▶ [Task prompt]
Output an exact reproduction of the data.

▶ [Saved data entries]
------------------------------------------------

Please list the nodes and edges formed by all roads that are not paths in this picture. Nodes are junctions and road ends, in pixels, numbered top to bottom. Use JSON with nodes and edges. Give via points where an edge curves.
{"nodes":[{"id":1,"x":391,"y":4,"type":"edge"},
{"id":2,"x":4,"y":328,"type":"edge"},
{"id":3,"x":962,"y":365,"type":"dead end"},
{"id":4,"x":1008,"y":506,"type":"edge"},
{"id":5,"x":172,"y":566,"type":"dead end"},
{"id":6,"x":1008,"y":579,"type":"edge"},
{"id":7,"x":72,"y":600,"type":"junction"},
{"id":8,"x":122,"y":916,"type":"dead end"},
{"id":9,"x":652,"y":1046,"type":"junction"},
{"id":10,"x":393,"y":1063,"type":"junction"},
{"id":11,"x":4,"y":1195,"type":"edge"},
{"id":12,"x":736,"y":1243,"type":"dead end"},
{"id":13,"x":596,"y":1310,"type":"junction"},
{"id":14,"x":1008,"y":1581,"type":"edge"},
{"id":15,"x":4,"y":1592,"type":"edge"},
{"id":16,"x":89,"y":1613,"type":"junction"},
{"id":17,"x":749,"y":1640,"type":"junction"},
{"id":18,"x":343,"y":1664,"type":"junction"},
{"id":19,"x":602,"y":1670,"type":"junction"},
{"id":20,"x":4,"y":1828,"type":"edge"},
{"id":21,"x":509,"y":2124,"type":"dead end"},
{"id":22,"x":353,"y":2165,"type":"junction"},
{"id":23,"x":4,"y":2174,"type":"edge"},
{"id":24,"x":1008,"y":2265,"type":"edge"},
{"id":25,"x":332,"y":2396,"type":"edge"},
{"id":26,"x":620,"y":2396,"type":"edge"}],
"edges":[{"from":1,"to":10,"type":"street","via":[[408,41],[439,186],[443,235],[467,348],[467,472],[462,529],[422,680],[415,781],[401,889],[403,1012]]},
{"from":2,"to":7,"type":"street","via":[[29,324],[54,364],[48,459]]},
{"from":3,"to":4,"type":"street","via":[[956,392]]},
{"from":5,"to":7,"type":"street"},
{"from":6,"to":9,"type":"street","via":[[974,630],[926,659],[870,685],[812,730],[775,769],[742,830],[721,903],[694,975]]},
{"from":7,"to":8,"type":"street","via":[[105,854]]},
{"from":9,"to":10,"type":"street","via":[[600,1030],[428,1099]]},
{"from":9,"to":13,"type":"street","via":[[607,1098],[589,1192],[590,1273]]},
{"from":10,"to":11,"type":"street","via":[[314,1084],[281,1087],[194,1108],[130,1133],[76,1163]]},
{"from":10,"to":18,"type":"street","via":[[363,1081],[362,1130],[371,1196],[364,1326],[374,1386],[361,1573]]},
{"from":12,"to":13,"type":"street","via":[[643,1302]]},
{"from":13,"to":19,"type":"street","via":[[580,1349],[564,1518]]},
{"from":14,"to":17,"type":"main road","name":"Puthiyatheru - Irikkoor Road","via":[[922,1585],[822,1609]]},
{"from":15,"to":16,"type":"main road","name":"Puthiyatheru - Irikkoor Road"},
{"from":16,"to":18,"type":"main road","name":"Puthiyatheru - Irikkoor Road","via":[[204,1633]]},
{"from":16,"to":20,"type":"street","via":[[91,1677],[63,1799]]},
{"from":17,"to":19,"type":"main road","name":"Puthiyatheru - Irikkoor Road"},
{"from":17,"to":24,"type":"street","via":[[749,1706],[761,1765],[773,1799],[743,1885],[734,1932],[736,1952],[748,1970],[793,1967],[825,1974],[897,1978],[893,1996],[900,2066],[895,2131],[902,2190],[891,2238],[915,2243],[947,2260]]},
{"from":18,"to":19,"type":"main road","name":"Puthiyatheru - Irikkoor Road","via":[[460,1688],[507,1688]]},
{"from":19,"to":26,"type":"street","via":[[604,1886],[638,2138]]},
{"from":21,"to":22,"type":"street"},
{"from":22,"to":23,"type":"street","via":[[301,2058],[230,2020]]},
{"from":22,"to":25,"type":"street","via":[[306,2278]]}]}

------------------------------------------------

▶ [Result]
Please list the nodes and edges formed by all roads that are not paths in this picture. Nodes are junctions and road ends, in pixels, numbered top to bottom. Use JSON with nodes and edges. Give via points where an edge curves.
{"nodes":[{"id":1,"x":391,"y":4,"type":"edge"},
{"id":2,"x":4,"y":328,"type":"edge"},
{"id":3,"x":962,"y":365,"type":"dead end"},
{"id":4,"x":1008,"y":506,"type":"edge"},
{"id":5,"x":172,"y":566,"type":"dead end"},
{"id":6,"x":1008,"y":579,"type":"edge"},
{"id":7,"x":72,"y":600,"type":"junction"},
{"id":8,"x":122,"y":916,"type":"dead end"},
{"id":9,"x":652,"y":1046,"type":"junction"},
{"id":10,"x":393,"y":1063,"type":"junction"},
{"id":11,"x":4,"y":1195,"type":"edge"},
{"id":12,"x":736,"y":1243,"type":"dead end"},
{"id":13,"x":596,"y":1310,"type":"junction"},
{"id":14,"x":1008,"y":1581,"type":"edge"},
{"id":15,"x":4,"y":1592,"type":"edge"},
{"id":16,"x":89,"y":1613,"type":"junction"},
{"id":17,"x":749,"y":1640,"type":"junction"},
{"id":18,"x":343,"y":1664,"type":"junction"},
{"id":19,"x":602,"y":1670,"type":"junction"},
{"id":20,"x":4,"y":1828,"type":"edge"},
{"id":21,"x":509,"y":2124,"type":"dead end"},
{"id":22,"x":353,"y":2165,"type":"junction"},
{"id":23,"x":4,"y":2174,"type":"edge"},
{"id":24,"x":1008,"y":2265,"type":"edge"},
{"id":25,"x":332,"y":2396,"type":"edge"},
{"id":26,"x":620,"y":2396,"type":"edge"}],
"edges":[{"from":1,"to":10,"type":"street","via":[[408,41],[439,186],[443,235],[467,348],[467,472],[462,529],[422,680],[415,781],[401,889],[403,1012]]},
{"from":2,"to":7,"type":"street","via":[[29,324],[54,364],[48,459]]},
{"from":3,"to":4,"type":"street","via":[[956,392]]},
{"from":5,"to":7,"type":"street"},
{"from":6,"to":9,"type":"street","via":[[974,630],[926,659],[870,685],[812,730],[775,769],[742,830],[721,903],[694,975]]},
{"from":7,"to":8,"type":"street","via":[[105,854]]},
{"from":9,"to":10,"type":"street","via":[[600,1030],[428,1099]]},
{"from":9,"to":13,"type":"street","via":[[607,1098],[589,1192],[590,1273]]},
{"from":10,"to":11,"type":"street","via":[[314,1084],[281,1087],[194,1108],[130,1133],[76,1163]]},
{"from":10,"to":18,"type":"street","via":[[363,1081],[362,1130],[371,1196],[364,1326],[374,1386],[361,1573]]},
{"from":12,"to":13,"type":"street","via":[[643,1302]]},
{"from":13,"to":19,"type":"street","via":[[580,1349],[564,1518]]},
{"from":14,"to":17,"type":"main road","name":"Puthiyatheru - Irikkoor Road","via":[[922,1585],[822,1609]]},
{"from":15,"to":16,"type":"main road","name":"Puthiyatheru - Irikkoor Road"},
{"from":16,"to":18,"type":"main road","name":"Puthiyatheru - Irikkoor Road","via":[[204,1633]]},
{"from":16,"to":20,"type":"street","via":[[91,1677],[63,1799]]},
{"from":17,"to":19,"type":"main road","name":"Puthiyatheru - Irikkoor Road"},
{"from":17,"to":24,"type":"street","via":[[749,1706],[761,1765],[773,1799],[743,1885],[734,1932],[736,1952],[748,1970],[793,1967],[825,1974],[897,1978],[893,1996],[900,2066],[895,2131],[902,2190],[891,2238],[915,2243],[947,2260]]},
{"from":18,"to":19,"type":"main road","name":"Puthiyatheru - Irikkoor Road","via":[[460,1688],[507,1688]]},
{"from":19,"to":26,"type":"street","via":[[604,1886],[638,2138]]},
{"from":21,"to":22,"type":"street"},
{"from":22,"to":23,"type":"street","via":[[301,2058],[230,2020]]},
{"from":22,"to":25,"type":"street","via":[[306,2278]]}]}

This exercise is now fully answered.